Stored data entries
=-=-=-=-=

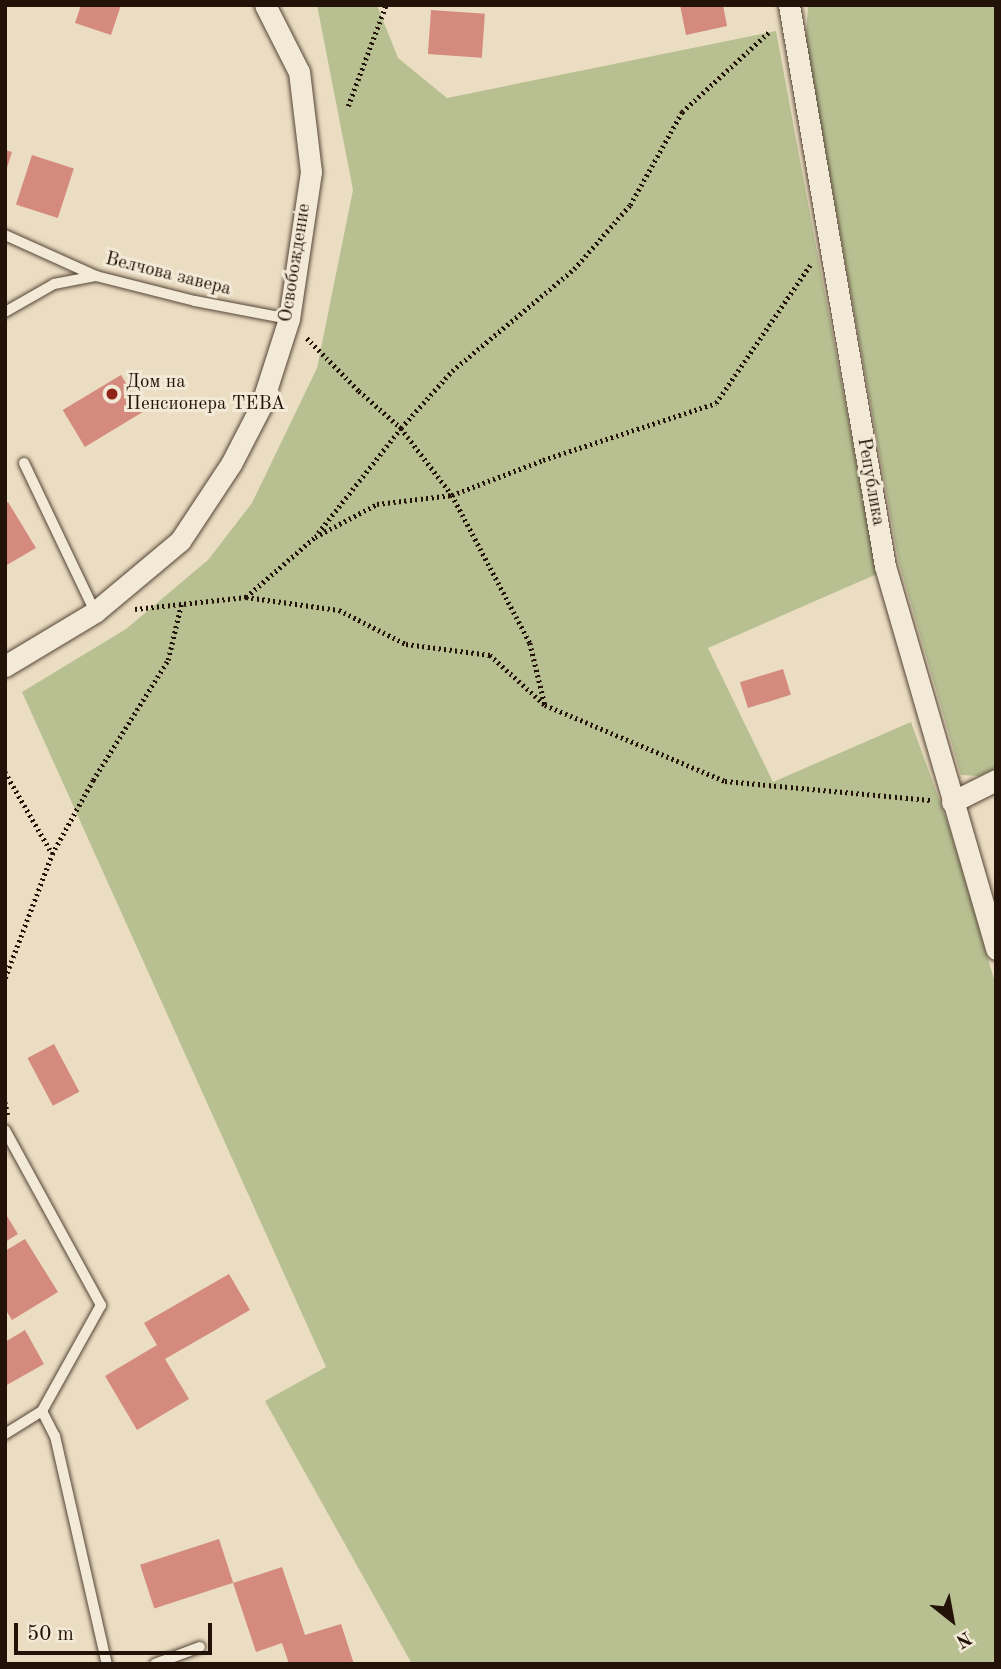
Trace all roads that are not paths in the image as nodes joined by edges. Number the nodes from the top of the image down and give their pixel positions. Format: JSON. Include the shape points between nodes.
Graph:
{"nodes":[{"id":1,"x":265,"y":5,"type":"edge"},
{"id":2,"x":790,"y":9,"type":"edge"},
{"id":3,"x":5,"y":234,"type":"edge"},
{"id":4,"x":96,"y":276,"type":"junction"},
{"id":5,"x":5,"y":312,"type":"edge"},
{"id":6,"x":289,"y":319,"type":"junction"},
{"id":7,"x":24,"y":463,"type":"dead end"},
{"id":8,"x":94,"y":612,"type":"junction"},
{"id":9,"x":5,"y":666,"type":"edge"},
{"id":10,"x":996,"y":780,"type":"edge"},
{"id":11,"x":952,"y":802,"type":"junction"},
{"id":12,"x":996,"y":948,"type":"edge"},
{"id":13,"x":5,"y":1130,"type":"edge"},
{"id":14,"x":42,"y":1411,"type":"junction"},
{"id":15,"x":5,"y":1434,"type":"edge"},
{"id":16,"x":200,"y":1647,"type":"dead end"},
{"id":17,"x":107,"y":1664,"type":"edge"},
{"id":18,"x":155,"y":1664,"type":"edge"}],
"edges":[{"from":1,"to":6,"type":"street","name":"Освобождение","via":[[299,72],[311,172]]},
{"from":2,"to":11,"type":"street","name":"Република","via":[[885,566]]},
{"from":3,"to":4,"type":"lane","name":"Велчова завера"},
{"from":4,"to":5,"type":"lane","via":[[54,284]]},
{"from":4,"to":6,"type":"lane","name":"Велчова завера"},
{"from":6,"to":8,"type":"street","name":"Освобождение","via":[[261,405],[232,464],[180,541]]},
{"from":7,"to":8,"type":"lane"},
{"from":8,"to":9,"type":"street","name":"Освобождение"},
{"from":10,"to":11,"type":"street"},
{"from":11,"to":12,"type":"street","name":"Република"},
{"from":13,"to":14,"type":"lane","via":[[101,1305]]},
{"from":14,"to":15,"type":"lane"},
{"from":14,"to":17,"type":"lane","via":[[55,1436]]},
{"from":16,"to":18,"type":"lane"}]}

=-=-=-=-=

▸ **How to complete this task**
Would you copy out all the data exactly, without the images?

▸ **Exercise result**
Trace all roads that are not paths in the image as nodes joined by edges. Number the nodes from the top of the image down and give their pixel positions. Format: JSON. Include the shape points between nodes.
Graph:
{"nodes":[{"id":1,"x":265,"y":5,"type":"edge"},
{"id":2,"x":790,"y":9,"type":"edge"},
{"id":3,"x":5,"y":234,"type":"edge"},
{"id":4,"x":96,"y":276,"type":"junction"},
{"id":5,"x":5,"y":312,"type":"edge"},
{"id":6,"x":289,"y":319,"type":"junction"},
{"id":7,"x":24,"y":463,"type":"dead end"},
{"id":8,"x":94,"y":612,"type":"junction"},
{"id":9,"x":5,"y":666,"type":"edge"},
{"id":10,"x":996,"y":780,"type":"edge"},
{"id":11,"x":952,"y":802,"type":"junction"},
{"id":12,"x":996,"y":948,"type":"edge"},
{"id":13,"x":5,"y":1130,"type":"edge"},
{"id":14,"x":42,"y":1411,"type":"junction"},
{"id":15,"x":5,"y":1434,"type":"edge"},
{"id":16,"x":200,"y":1647,"type":"dead end"},
{"id":17,"x":107,"y":1664,"type":"edge"},
{"id":18,"x":155,"y":1664,"type":"edge"}],
"edges":[{"from":1,"to":6,"type":"street","name":"Освобождение","via":[[299,72],[311,172]]},
{"from":2,"to":11,"type":"street","name":"Република","via":[[885,566]]},
{"from":3,"to":4,"type":"lane","name":"Велчова завера"},
{"from":4,"to":5,"type":"lane","via":[[54,284]]},
{"from":4,"to":6,"type":"lane","name":"Велчова завера"},
{"from":6,"to":8,"type":"street","name":"Освобождение","via":[[261,405],[232,464],[180,541]]},
{"from":7,"to":8,"type":"lane"},
{"from":8,"to":9,"type":"street","name":"Освобождение"},
{"from":10,"to":11,"type":"street"},
{"from":11,"to":12,"type":"street","name":"Република"},
{"from":13,"to":14,"type":"lane","via":[[101,1305]]},
{"from":14,"to":15,"type":"lane"},
{"from":14,"to":17,"type":"lane","via":[[55,1436]]},
{"from":16,"to":18,"type":"lane"}]}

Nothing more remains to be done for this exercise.